Separation and Firth’s logistic regression
Logistic regression models the probability that Yi = 1 for independent binary outcomes Yi, i = 1, …N, with values yi ∈ {0, 1}, given (p + 1)-dimensional row vectors of covariate values xi = (1, xi1, …, xip) by assuming
$$P\left({Y}_i=1|{x}_i\right)={\left(1+\exp \left(-{x}_i\beta \right)\right)}^{-1}={\pi}_i\left(\beta \right),$$
where β = (β0, β1, …, βp)′ is a vector of regression coefficients. Maximum likelihood estimates for β can be obtained by solving the score equations. Albert and Anderson found that finite maximum likelihood estimates exist if and only if the data are not separable, i.e. if there exists no hyperplane defined by a linear combination of covariates that separates events and non-events [1]. There are two main drivers for the occurrence of separation: the presence of strong effects and a low amount of information available in the data, manifested, e.g., by a small sample size or rare occurrence of one of the two levels of the outcome variable or of a binary covariate. FL, which originally was proposed to reduce the bias of maximum likelihood estimates [2], has been propagated as a reliable alternative to maximum likelihood estimation [5] as it always provides finite coefficient estimates. With FL, the likelihood is penalized by the Jeffreys invariant prior, i.e. by the square root of the determinant of the Fisher information matrix |I(β)|1/2. On the level of score eqs. FL adds 1/2 trace(I(β)−1 (∂I(β)/∂β)) to the first derivative of the log-likelihood. By proving that the logarithm of the Jeffreys prior \(\frac{1}{2}\ \log \left(I\left(\beta \right)\right)\) tends to −∞ if one of the components of β approaches ∞, Kosmidis and Firth showed that the penalized log likelihood is always maximized by finite β, i.e. FL always provides finite coefficient estimates [6]. Another convenient property of FL, which is for instance not shared by other proposals for penalized likelihood logistic regression, is that FL is transformation invariant. This means that if G is an invertible (p + 1) × (p + 1)-matrix, \({\hat{\beta}}_X\) the FL coefficient estimate for the design matrix X with rows xi, i = 1, …, N, and \({\hat{\beta}}_{XG}\) the FL coefficient estimate for the design matrix X · G, then we have \({\hat{\beta}}_{XG}={G}^{-1}\cdot {\hat{\beta}}_X\).

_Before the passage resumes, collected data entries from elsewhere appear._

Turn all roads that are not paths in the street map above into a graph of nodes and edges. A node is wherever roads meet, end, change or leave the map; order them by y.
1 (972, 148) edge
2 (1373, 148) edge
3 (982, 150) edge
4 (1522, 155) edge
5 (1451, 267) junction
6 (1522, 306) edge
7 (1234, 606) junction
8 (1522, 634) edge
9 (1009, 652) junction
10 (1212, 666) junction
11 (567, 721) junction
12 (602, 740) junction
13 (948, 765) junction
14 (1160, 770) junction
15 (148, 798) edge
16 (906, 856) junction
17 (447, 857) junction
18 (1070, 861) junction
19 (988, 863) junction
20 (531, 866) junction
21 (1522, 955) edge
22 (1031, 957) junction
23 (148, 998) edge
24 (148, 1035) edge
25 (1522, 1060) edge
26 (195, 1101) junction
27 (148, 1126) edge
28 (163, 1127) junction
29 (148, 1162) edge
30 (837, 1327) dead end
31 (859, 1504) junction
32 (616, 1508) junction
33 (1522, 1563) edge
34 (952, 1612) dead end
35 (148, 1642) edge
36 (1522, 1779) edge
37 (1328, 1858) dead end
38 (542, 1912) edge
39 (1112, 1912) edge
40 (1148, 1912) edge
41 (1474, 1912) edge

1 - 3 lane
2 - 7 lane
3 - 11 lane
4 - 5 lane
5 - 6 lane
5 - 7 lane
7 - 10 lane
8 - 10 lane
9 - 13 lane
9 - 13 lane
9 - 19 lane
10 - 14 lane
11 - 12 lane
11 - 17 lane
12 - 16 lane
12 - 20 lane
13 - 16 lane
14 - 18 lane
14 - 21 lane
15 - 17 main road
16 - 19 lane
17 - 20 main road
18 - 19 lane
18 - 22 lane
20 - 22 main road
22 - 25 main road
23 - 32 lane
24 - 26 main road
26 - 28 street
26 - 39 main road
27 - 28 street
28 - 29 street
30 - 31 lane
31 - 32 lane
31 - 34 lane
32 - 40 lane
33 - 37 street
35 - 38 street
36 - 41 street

FL is equivalent to maximum likelihood estimation with an appropriately augmented and weighted data set \(\left(\overset{\sim }{y},\overset{\sim }{X}\right)\) containing 3N observations, basically obtained by stacking three copies of the original data set [7]. For j ∈ {1, …, 3N} we denote by ij the integer in {1, …, N} such that j ∈ {ij, N + ij, 2N + ij}. The covariate row vectors \(\tilde{x}_j,\) outcomes \(\tilde{y}_j\) and the weights \(\tilde{w}_j\), j ∈ {1, …, 3N}, of the augmented data set \(\left(\overset{\sim }{y},\overset{\sim }{X}\right)\) are defined by \(\tilde{x}_j:= {x}_{i_j},\)
$$\tilde{y}_j:= \left\{\begin{array}{c}{y}_{i_j},\kern0.5em \mathrm{if}\ j={i}_j\ \mathrm{or}\ j=N+{i}_j,\\ {}1-{y}_{i_j},\kern0.5em \mathrm{if}\ j=2N+{i}_j\end{array}\right.$$
and
$$\tilde{w}_j:= \left\{\begin{array}{c}1,\kern0.5em \mathrm{if}\ j={i}_j,\\ {}{h}_{i_j}/2,\kern0.5em \mathrm{if}\ j=N+{i}_j\ \mathrm{or}\ j=2N+{i}_j,\end{array}\right.$$
where hi denotes the i-th diagonal element of the hat matrix \(\overset{\sim }{H}={W}^{1/2}X\ {\left({X}^{\prime } WX\right)}^{-1}{X}^{\prime }{W}^{1/2}\), with X the N × (p + 1)- design matrix and W the diagonal matrix with elements πi(1 − πi).
Since the contribution of the data augmentation is asymptotically negligible, approximate standard errors of the estimates can be obtained as the square roots of the diagonal elements of (X′WX)−1, where the elements \({\hat{\pi}}_i\left(1-{\hat{\pi}}_i\right)\) in the N × N matrix W are obtained using the coefficient estimates from the final iteration.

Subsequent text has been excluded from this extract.